* Work to complete
All records below are to be set down precisely as written, excluding pictures.

╭──

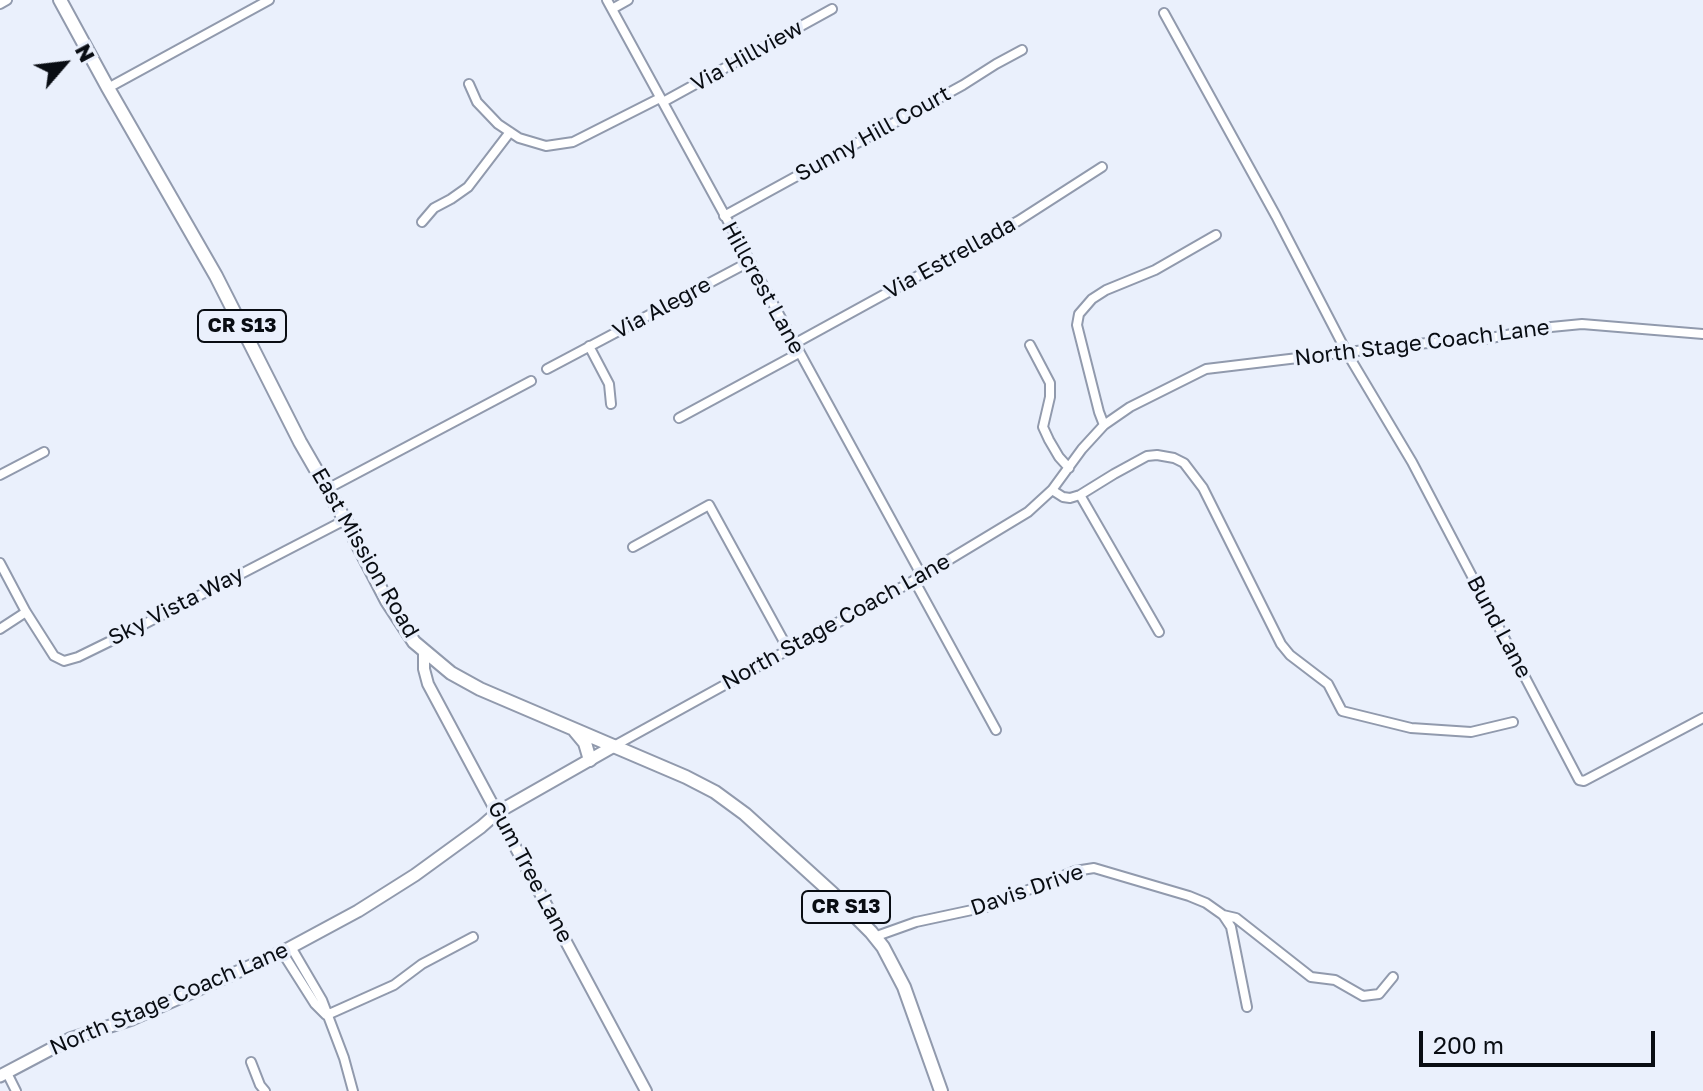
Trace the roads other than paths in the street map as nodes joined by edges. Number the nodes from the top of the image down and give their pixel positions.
1 (7, 0) edge
2 (60, 0) edge
3 (269, 0) edge
4 (607, 0) edge
5 (628, 0) edge
6 (0, 4) edge
7 (612, 9) junction
8 (832, 9) dead end
9 (1164, 13) dead end
10 (1022, 50) dead end
11 (469, 84) dead end
12 (108, 88) junction
13 (661, 100) junction
14 (510, 132) junction
15 (1102, 167) dead end
16 (724, 216) junction
17 (422, 222) dead end
18 (1216, 235) dead end
19 (749, 262) junction
20 (1703, 334) edge
21 (1030, 345) dead end
22 (589, 346) junction
23 (796, 348) junction
24 (1347, 353) junction
25 (547, 369) dead end
26 (531, 381) dead end
27 (611, 404) dead end
28 (679, 418) dead end
29 (1104, 425) junction
30 (44, 452) dead end
31 (1069, 468) junction
32 (0, 475) edge
33 (327, 489) junction
34 (1052, 490) junction
35 (1080, 495) junction
36 (345, 520) junction
37 (633, 547) dead end
38 (0, 563) edge
39 (918, 578) junction
40 (26, 612) junction
41 (0, 629) edge
42 (1159, 632) dead end
43 (788, 649) junction
44 (424, 651) junction
45 (1703, 718) edge
46 (1513, 722) dead end
47 (573, 729) junction
48 (996, 730) dead end
49 (614, 746) junction
50 (590, 760) junction
51 (498, 812) junction
52 (1223, 915) junction
53 (473, 937) dead end
54 (874, 937) junction
55 (286, 949) junction
56 (1393, 977) dead end
57 (1247, 1007) dead end
58 (327, 1015) junction
59 (251, 1062) dead end
60 (3, 1075) edge
61 (16, 1091) edge
62 (265, 1091) edge
63 (353, 1091) edge
64 (646, 1091) edge
65 (941, 1091) edge

1 - 6 street
2 - 12 main road, East Mission Road / CR S13
3 - 12 street
4 - 7 street, Hillcrest Lane
5 - 7 street
7 - 13 street, Hillcrest Lane
8 - 13 street, Via Hillview
9 - 24 street
10 - 16 street, Sunny Hill Court
11 - 14 street
12 - 33 main road, East Mission Road / CR S13
13 - 14 street, Via Hillview
13 - 16 street, Hillcrest Lane
14 - 17 street
15 - 23 street, Via Estrellada
16 - 19 street, Hillcrest Lane
18 - 29 street
19 - 22 street, Via Alegre
19 - 23 street, Hillcrest Lane
20 - 24 street, North Stage Coach Lane
21 - 31 street
22 - 25 street
22 - 27 street, Via Alegre
23 - 28 street, Via Estrellada
23 - 39 street, Hillcrest Lane
24 - 29 street, North Stage Coach Lane
24 - 45 street, Bund Lane
26 - 33 street
29 - 31 street, North Stage Coach Lane
30 - 32 street
31 - 34 street, North Stage Coach Lane
33 - 36 main road, East Mission Road / CR S13
34 - 35 street
34 - 39 street, North Stage Coach Lane
35 - 42 street
35 - 46 street
36 - 40 street, Sky Vista Way
36 - 44 main road, East Mission Road / CR S13
37 - 43 street
38 - 40 street, Sky Vista Way
39 - 43 street, North Stage Coach Lane
39 - 48 street, Hillcrest Lane
40 - 41 street
43 - 49 street, North Stage Coach Lane
44 - 47 main road, East Mission Road / CR S13
44 - 51 street, Gum Tree Lane
47 - 49 main road, East Mission Road / CR S13
47 - 50 main road
49 - 50 main road, North Stage Coach Lane
49 - 54 main road, East Mission Road / CR S13
50 - 51 main road, North Stage Coach Lane
51 - 55 main road, North Stage Coach Lane
51 - 64 street, Gum Tree Lane
52 - 54 street, Davis Drive
52 - 56 street, Davis Drive
52 - 57 street
53 - 58 street
54 - 65 main road, East Mission Road / CR S13
55 - 58 street
55 - 60 main road, North Stage Coach Lane
58 - 63 street
59 - 62 street
60 - 61 street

╰──

* Answer space
Trace the roads other than paths in the street map as nodes joined by edges. Number the nodes from the top of the image down and give their pixel positions.
1 (7, 0) edge
2 (60, 0) edge
3 (269, 0) edge
4 (607, 0) edge
5 (628, 0) edge
6 (0, 4) edge
7 (612, 9) junction
8 (832, 9) dead end
9 (1164, 13) dead end
10 (1022, 50) dead end
11 (469, 84) dead end
12 (108, 88) junction
13 (661, 100) junction
14 (510, 132) junction
15 (1102, 167) dead end
16 (724, 216) junction
17 (422, 222) dead end
18 (1216, 235) dead end
19 (749, 262) junction
20 (1703, 334) edge
21 (1030, 345) dead end
22 (589, 346) junction
23 (796, 348) junction
24 (1347, 353) junction
25 (547, 369) dead end
26 (531, 381) dead end
27 (611, 404) dead end
28 (679, 418) dead end
29 (1104, 425) junction
30 (44, 452) dead end
31 (1069, 468) junction
32 (0, 475) edge
33 (327, 489) junction
34 (1052, 490) junction
35 (1080, 495) junction
36 (345, 520) junction
37 (633, 547) dead end
38 (0, 563) edge
39 (918, 578) junction
40 (26, 612) junction
41 (0, 629) edge
42 (1159, 632) dead end
43 (788, 649) junction
44 (424, 651) junction
45 (1703, 718) edge
46 (1513, 722) dead end
47 (573, 729) junction
48 (996, 730) dead end
49 (614, 746) junction
50 (590, 760) junction
51 (498, 812) junction
52 (1223, 915) junction
53 (473, 937) dead end
54 (874, 937) junction
55 (286, 949) junction
56 (1393, 977) dead end
57 (1247, 1007) dead end
58 (327, 1015) junction
59 (251, 1062) dead end
60 (3, 1075) edge
61 (16, 1091) edge
62 (265, 1091) edge
63 (353, 1091) edge
64 (646, 1091) edge
65 (941, 1091) edge

1 - 6 street
2 - 12 main road, East Mission Road / CR S13
3 - 12 street
4 - 7 street, Hillcrest Lane
5 - 7 street
7 - 13 street, Hillcrest Lane
8 - 13 street, Via Hillview
9 - 24 street
10 - 16 street, Sunny Hill Court
11 - 14 street
12 - 33 main road, East Mission Road / CR S13
13 - 14 street, Via Hillview
13 - 16 street, Hillcrest Lane
14 - 17 street
15 - 23 street, Via Estrellada
16 - 19 street, Hillcrest Lane
18 - 29 street
19 - 22 street, Via Alegre
19 - 23 street, Hillcrest Lane
20 - 24 street, North Stage Coach Lane
21 - 31 street
22 - 25 street
22 - 27 street, Via Alegre
23 - 28 street, Via Estrellada
23 - 39 street, Hillcrest Lane
24 - 29 street, North Stage Coach Lane
24 - 45 street, Bund Lane
26 - 33 street
29 - 31 street, North Stage Coach Lane
30 - 32 street
31 - 34 street, North Stage Coach Lane
33 - 36 main road, East Mission Road / CR S13
34 - 35 street
34 - 39 street, North Stage Coach Lane
35 - 42 street
35 - 46 street
36 - 40 street, Sky Vista Way
36 - 44 main road, East Mission Road / CR S13
37 - 43 street
38 - 40 street, Sky Vista Way
39 - 43 street, North Stage Coach Lane
39 - 48 street, Hillcrest Lane
40 - 41 street
43 - 49 street, North Stage Coach Lane
44 - 47 main road, East Mission Road / CR S13
44 - 51 street, Gum Tree Lane
47 - 49 main road, East Mission Road / CR S13
47 - 50 main road
49 - 50 main road, North Stage Coach Lane
49 - 54 main road, East Mission Road / CR S13
50 - 51 main road, North Stage Coach Lane
51 - 55 main road, North Stage Coach Lane
51 - 64 street, Gum Tree Lane
52 - 54 street, Davis Drive
52 - 56 street, Davis Drive
52 - 57 street
53 - 58 street
54 - 65 main road, East Mission Road / CR S13
55 - 58 street
55 - 60 main road, North Stage Coach Lane
58 - 63 street
59 - 62 street
60 - 61 street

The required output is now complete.